The donation of a conservation easement often qualifies as a charitable contribution, allowing the donor to take a federal income tax deduction for the value of the contribution. The following summarizes some Internal Revenue Service rules governing these contributions.
The individual donor of qualifying conservation land or a conservation easement may claim the value of their gift as a deduction on thier federal income tax form if the value of that donation is determined by a qualified appraisal. Certain other estate and gift tax benefits may also apply.
As with other aspects of donating an easement, HeadWaters Land Conservancy highly recommends that all easement donors obtain professional advice from a knowledgeable attorney, accountant or other financial advisor before completing their tax returns.
For a gift of land, the deduction is the fair market value of the property.
Deduction = fair market value (as determined by a qualified appraisal)
For a bargain sale of land, the deduction is determined by subtracting the price the property sells for from the fair market value of the property as determined by a qualified appraisal. The difference is the deductible amount.
Deduction = fair market value minus sale price
For a donation of a conservation easement, the deduction is determined by a qualified appraisal using the “before and after test” – the value of the property as restricted by the conservation easement is subtracted from the fair market value of the property before the restrictions were granted.

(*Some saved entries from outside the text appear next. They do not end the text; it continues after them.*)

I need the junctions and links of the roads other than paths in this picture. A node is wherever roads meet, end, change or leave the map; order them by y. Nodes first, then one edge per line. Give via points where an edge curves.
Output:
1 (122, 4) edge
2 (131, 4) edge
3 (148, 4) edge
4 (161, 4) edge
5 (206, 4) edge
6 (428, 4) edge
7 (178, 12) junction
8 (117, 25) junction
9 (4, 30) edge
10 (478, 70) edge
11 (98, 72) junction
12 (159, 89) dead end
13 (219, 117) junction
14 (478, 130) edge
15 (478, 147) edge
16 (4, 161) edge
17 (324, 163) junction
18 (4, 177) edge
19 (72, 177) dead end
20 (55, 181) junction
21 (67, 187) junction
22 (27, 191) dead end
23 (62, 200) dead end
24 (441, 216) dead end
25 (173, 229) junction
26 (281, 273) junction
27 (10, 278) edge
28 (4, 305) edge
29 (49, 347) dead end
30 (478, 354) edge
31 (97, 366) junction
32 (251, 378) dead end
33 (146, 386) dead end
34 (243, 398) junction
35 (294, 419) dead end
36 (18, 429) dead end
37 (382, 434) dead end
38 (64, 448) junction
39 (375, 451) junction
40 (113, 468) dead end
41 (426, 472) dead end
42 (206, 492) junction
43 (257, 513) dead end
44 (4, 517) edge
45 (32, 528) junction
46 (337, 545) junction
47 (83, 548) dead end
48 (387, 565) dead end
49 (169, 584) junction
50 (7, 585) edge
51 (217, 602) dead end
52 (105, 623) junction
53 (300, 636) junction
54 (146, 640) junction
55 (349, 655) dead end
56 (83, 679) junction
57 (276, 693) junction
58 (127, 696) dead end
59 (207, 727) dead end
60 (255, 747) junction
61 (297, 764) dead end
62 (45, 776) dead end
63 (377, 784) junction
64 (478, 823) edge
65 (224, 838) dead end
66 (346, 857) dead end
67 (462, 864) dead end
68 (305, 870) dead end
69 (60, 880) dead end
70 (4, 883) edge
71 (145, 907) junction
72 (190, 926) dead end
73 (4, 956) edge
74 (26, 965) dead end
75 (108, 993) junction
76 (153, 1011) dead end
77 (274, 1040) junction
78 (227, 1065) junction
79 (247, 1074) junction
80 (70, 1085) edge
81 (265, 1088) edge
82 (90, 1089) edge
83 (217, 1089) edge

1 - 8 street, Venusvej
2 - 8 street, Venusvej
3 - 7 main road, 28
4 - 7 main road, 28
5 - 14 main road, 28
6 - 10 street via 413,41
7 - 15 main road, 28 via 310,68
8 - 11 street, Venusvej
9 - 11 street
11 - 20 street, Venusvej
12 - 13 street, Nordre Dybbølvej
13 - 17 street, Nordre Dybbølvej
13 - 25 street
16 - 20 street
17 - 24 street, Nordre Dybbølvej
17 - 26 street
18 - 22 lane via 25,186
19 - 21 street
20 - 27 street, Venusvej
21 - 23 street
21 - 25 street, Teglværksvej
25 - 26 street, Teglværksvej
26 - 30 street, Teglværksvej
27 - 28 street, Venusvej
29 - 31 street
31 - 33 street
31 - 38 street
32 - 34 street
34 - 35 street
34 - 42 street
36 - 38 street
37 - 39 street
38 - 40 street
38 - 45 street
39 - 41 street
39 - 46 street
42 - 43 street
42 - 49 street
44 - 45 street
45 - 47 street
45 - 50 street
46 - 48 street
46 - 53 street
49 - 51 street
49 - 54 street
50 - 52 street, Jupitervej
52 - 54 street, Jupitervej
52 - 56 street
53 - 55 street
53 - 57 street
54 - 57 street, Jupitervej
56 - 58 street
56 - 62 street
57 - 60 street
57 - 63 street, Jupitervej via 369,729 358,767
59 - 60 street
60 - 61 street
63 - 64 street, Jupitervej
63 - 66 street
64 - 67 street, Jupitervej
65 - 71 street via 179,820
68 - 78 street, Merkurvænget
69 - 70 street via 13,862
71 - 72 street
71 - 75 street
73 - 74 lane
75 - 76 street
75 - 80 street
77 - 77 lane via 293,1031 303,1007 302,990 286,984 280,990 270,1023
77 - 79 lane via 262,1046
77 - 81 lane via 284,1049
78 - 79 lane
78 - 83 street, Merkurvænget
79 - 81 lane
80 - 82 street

The difference between the two values is the value of the conservation easement “Conservation Easement Value.”
Deduction = Conservation Easement Value
Arranging for an appraisal
To claim a deduction, a landowner must obtain a qualified appraisal of the conservation easement from a qualified appraiser. The appraiser will determine the value of the easement, most frequently based on the value of the land before and after being encumbered by the conservation easement. The difference is the value of the conservation easement and the amount that may be taken as a tax deduction.
The appraisal must be completed and accepted by HeadWaters Land Conservancy before the tax return for the year in which the easement was completed is due. Click here for more information on arranging appraisals.
Required IRS forms
To document the value of their gift, conservation easement donors must attach IRS Form 8283 to their tax returns.
In addition to Form 8283, the IRS requires a supplemental statement summarizing:
- The conservation values of the donated easement.
- The appraiser’s valuation assumptions and conclusions, including fair market value of the property before the easement was in place and the fair market value of the property after the easement was conveyed to the Land Trust (if the before-and-after approach was used).Whether the easement was required by any contract, permit, or government approval.
- A description of any interest in any nearby land held by the donor or a related person.
This information is provided as a general guide and is not a substitute for tax advice from a qualified attorney or accountant regarding your specific situation.